Dataset records ::

○ ○ ○ ○ ○ ○ ○

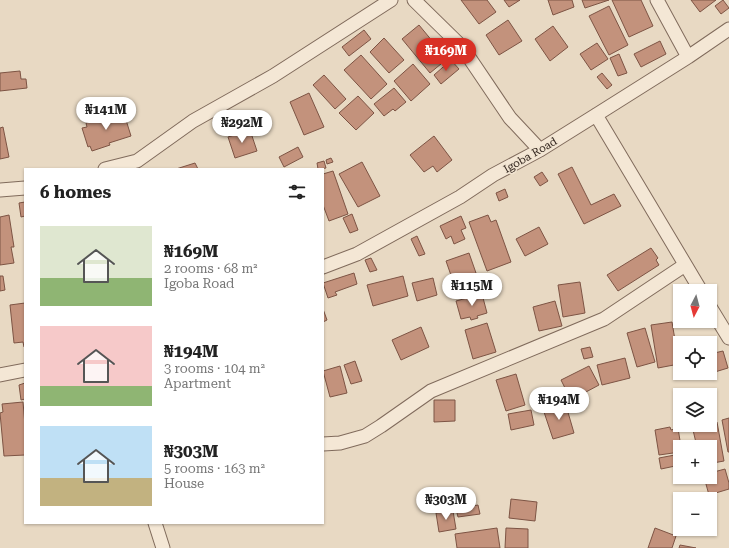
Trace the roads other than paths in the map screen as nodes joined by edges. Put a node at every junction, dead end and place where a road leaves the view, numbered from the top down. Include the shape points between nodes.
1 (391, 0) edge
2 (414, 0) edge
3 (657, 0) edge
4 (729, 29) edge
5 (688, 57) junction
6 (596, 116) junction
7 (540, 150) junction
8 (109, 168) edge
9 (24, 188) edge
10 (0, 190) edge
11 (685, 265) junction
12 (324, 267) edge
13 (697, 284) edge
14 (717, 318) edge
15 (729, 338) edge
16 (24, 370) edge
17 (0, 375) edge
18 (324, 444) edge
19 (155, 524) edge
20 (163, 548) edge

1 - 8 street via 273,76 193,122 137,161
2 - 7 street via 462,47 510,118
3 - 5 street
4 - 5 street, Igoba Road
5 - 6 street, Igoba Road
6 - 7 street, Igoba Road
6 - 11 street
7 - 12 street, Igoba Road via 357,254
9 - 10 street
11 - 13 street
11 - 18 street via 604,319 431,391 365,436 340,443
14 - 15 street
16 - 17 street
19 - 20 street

○ ○ ○ ○ ○ ○ ○

Your task ::
Write the records out exactly, dropping every image.

Your solution ::
Trace the roads other than paths in the map screen as nodes joined by edges. Put a node at every junction, dead end and place where a road leaves the view, numbered from the top down. Include the shape points between nodes.
1 (391, 0) edge
2 (414, 0) edge
3 (657, 0) edge
4 (729, 29) edge
5 (688, 57) junction
6 (596, 116) junction
7 (540, 150) junction
8 (109, 168) edge
9 (24, 188) edge
10 (0, 190) edge
11 (685, 265) junction
12 (324, 267) edge
13 (697, 284) edge
14 (717, 318) edge
15 (729, 338) edge
16 (24, 370) edge
17 (0, 375) edge
18 (324, 444) edge
19 (155, 524) edge
20 (163, 548) edge

1 - 8 street via 273,76 193,122 137,161
2 - 7 street via 462,47 510,118
3 - 5 street
4 - 5 street, Igoba Road
5 - 6 street, Igoba Road
6 - 7 street, Igoba Road
6 - 11 street
7 - 12 street, Igoba Road via 357,254
9 - 10 street
11 - 13 street
11 - 18 street via 604,319 431,391 365,436 340,443
14 - 15 street
16 - 17 street
19 - 20 street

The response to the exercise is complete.